Show every line of the material that follows in which the word "later" occurs.

**Provided entries**
▬▬▬▬▬▬

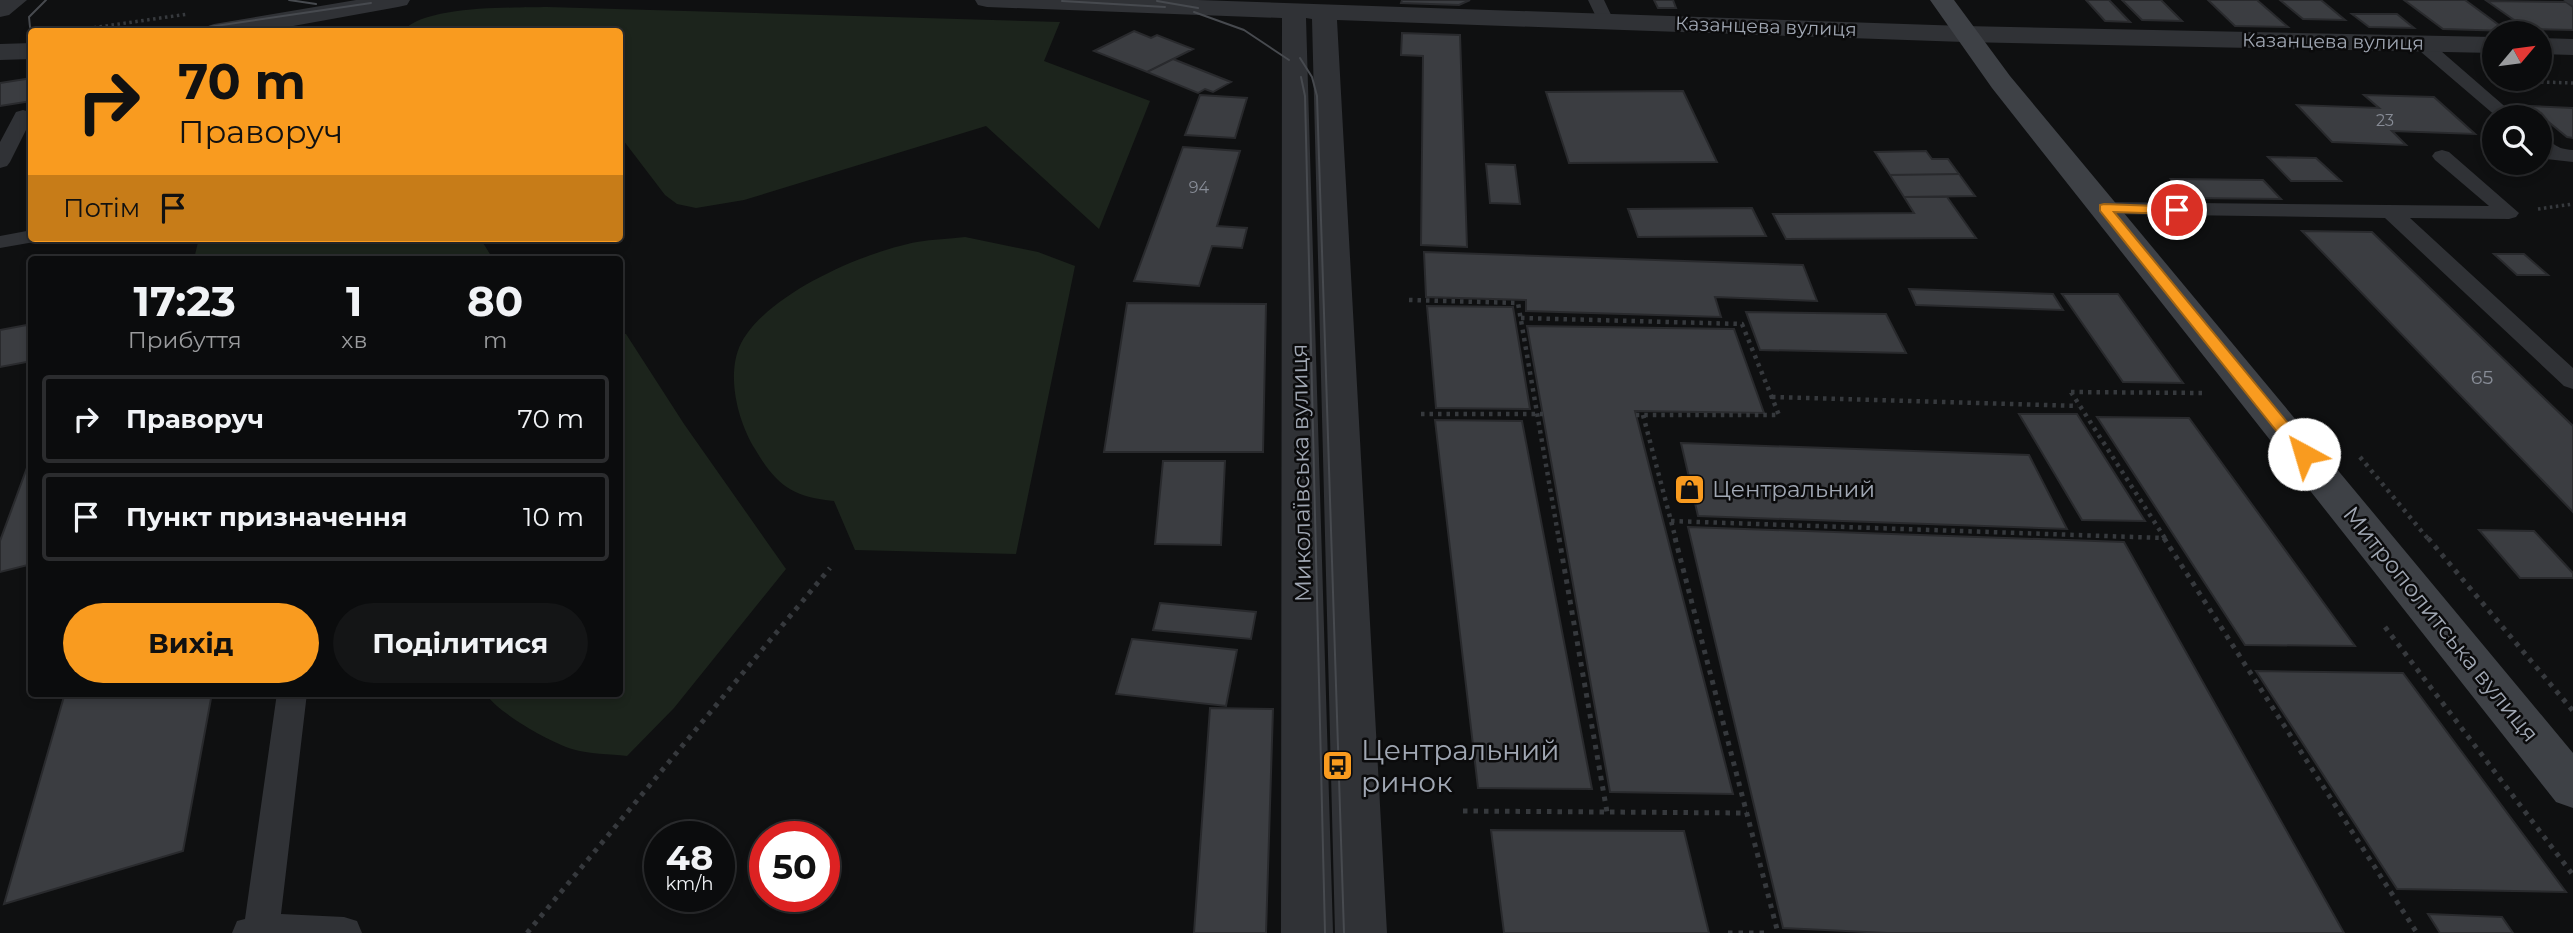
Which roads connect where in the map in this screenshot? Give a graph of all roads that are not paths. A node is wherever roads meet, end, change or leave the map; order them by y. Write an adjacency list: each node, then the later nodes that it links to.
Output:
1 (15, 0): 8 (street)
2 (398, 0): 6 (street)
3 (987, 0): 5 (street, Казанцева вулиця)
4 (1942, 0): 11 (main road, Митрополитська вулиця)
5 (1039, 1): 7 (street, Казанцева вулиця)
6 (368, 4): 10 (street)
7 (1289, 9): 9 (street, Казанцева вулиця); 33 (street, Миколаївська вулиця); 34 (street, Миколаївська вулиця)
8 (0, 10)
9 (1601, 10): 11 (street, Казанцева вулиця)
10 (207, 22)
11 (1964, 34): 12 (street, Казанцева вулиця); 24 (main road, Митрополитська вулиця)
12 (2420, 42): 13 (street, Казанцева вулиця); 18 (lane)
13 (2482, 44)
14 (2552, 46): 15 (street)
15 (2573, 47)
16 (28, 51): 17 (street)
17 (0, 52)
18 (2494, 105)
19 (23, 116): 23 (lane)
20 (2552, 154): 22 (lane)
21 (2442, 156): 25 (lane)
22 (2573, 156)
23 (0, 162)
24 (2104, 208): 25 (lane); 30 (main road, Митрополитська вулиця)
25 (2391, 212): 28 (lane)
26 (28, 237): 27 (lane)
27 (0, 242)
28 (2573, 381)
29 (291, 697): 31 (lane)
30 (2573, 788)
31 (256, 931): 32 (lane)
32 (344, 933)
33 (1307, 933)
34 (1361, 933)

▬▬▬▬▬▬

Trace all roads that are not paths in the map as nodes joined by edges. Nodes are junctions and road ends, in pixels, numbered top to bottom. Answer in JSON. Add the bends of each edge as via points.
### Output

▬▬▬▬▬▬

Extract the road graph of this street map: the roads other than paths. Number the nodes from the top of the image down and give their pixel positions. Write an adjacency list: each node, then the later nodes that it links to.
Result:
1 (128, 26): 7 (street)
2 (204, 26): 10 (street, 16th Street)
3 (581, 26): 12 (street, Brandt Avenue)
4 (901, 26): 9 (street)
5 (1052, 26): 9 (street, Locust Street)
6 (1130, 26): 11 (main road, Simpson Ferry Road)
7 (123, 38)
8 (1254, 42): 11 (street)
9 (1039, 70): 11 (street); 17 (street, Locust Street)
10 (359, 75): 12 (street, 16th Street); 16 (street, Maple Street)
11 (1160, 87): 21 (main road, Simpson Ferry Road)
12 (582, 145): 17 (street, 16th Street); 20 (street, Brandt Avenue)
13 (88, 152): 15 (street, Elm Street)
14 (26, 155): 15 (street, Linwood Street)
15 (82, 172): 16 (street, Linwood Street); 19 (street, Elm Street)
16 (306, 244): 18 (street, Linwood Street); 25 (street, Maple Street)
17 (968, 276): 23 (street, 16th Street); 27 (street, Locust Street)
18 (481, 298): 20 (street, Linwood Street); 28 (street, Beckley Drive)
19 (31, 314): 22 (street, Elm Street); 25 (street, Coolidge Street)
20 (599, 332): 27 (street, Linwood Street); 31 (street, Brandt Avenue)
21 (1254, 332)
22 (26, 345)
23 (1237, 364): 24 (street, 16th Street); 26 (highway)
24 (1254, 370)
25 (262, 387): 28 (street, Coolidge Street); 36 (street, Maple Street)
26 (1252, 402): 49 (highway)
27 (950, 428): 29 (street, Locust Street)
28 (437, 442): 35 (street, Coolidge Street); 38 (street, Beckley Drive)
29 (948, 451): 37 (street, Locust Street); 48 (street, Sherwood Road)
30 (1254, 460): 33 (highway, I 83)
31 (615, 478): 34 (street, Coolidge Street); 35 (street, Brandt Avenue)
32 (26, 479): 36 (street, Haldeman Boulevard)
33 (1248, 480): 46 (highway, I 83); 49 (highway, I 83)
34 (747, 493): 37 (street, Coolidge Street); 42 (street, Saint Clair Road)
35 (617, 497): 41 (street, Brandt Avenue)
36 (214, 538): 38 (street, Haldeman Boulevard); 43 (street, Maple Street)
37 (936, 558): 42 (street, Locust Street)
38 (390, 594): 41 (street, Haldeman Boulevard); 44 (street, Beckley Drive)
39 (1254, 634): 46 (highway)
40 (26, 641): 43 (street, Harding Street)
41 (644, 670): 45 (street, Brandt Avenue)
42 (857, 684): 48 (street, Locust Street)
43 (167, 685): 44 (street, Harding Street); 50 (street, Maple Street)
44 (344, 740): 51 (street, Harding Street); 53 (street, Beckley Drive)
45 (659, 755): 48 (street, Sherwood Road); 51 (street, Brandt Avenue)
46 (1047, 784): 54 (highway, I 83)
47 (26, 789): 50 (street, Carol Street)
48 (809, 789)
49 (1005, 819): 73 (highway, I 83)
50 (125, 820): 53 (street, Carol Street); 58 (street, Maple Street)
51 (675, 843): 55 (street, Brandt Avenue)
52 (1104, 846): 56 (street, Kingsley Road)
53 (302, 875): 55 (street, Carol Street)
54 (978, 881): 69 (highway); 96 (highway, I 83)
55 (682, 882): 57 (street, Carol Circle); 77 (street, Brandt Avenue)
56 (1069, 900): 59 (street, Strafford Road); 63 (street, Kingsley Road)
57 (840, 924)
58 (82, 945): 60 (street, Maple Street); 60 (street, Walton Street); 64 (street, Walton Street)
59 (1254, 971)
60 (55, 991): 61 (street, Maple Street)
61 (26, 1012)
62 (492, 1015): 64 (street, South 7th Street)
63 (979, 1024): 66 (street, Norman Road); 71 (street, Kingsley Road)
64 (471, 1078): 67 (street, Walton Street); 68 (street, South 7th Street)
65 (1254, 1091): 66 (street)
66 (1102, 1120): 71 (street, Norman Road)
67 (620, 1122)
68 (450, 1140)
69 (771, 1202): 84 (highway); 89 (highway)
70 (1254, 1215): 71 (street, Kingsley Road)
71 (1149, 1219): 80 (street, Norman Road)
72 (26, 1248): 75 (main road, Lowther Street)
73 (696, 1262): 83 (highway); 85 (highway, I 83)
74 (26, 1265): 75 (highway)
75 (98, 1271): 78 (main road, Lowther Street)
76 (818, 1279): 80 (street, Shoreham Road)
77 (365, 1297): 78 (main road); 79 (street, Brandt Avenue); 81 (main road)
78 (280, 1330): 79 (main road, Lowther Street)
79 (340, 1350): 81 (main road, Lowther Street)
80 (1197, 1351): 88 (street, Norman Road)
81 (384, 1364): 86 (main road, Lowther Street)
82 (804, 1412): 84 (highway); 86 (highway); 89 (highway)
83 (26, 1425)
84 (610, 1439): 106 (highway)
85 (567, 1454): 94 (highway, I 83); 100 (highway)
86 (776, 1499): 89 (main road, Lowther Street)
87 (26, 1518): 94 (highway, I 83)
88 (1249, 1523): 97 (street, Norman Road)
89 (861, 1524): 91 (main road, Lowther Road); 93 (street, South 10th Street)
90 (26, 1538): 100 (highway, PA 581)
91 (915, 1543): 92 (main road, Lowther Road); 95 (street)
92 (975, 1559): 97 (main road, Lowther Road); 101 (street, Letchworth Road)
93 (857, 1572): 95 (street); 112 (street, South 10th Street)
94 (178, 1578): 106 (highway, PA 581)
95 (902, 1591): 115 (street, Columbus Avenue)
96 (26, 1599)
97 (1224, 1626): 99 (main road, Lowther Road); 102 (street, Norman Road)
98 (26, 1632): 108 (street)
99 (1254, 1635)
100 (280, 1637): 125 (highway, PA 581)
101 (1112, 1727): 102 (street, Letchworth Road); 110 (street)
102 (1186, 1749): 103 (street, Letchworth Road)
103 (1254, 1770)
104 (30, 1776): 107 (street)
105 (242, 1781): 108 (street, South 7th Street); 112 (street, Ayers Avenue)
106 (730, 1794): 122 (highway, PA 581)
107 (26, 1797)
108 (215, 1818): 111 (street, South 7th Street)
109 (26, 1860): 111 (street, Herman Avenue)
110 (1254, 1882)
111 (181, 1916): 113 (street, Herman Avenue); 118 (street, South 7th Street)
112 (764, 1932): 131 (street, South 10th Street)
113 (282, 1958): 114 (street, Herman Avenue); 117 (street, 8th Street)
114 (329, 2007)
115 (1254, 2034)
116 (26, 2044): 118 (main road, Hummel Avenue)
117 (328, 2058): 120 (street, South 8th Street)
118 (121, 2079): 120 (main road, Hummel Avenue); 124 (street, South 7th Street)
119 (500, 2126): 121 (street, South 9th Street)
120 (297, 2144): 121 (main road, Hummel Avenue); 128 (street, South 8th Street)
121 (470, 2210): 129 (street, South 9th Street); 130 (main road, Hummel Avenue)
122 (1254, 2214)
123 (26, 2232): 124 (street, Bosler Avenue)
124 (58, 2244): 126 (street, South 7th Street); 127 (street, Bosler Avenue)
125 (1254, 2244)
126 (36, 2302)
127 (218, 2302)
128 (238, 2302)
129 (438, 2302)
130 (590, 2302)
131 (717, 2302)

▬▬▬▬▬▬

**Answer**
Which roads connect where in the map in this screenshot? Give a graph of all roads that are not paths. A node is wherever roads meet, end, change or leave the map; order them by y. Write an adjacency list: each node, then the later nodes that it links to.
Extract the road graph of this street map: the roads other than paths. Number the nodes from the top of the image down and give their pixel positions. Write an adjacency list: each node, then the later nodes that it links to.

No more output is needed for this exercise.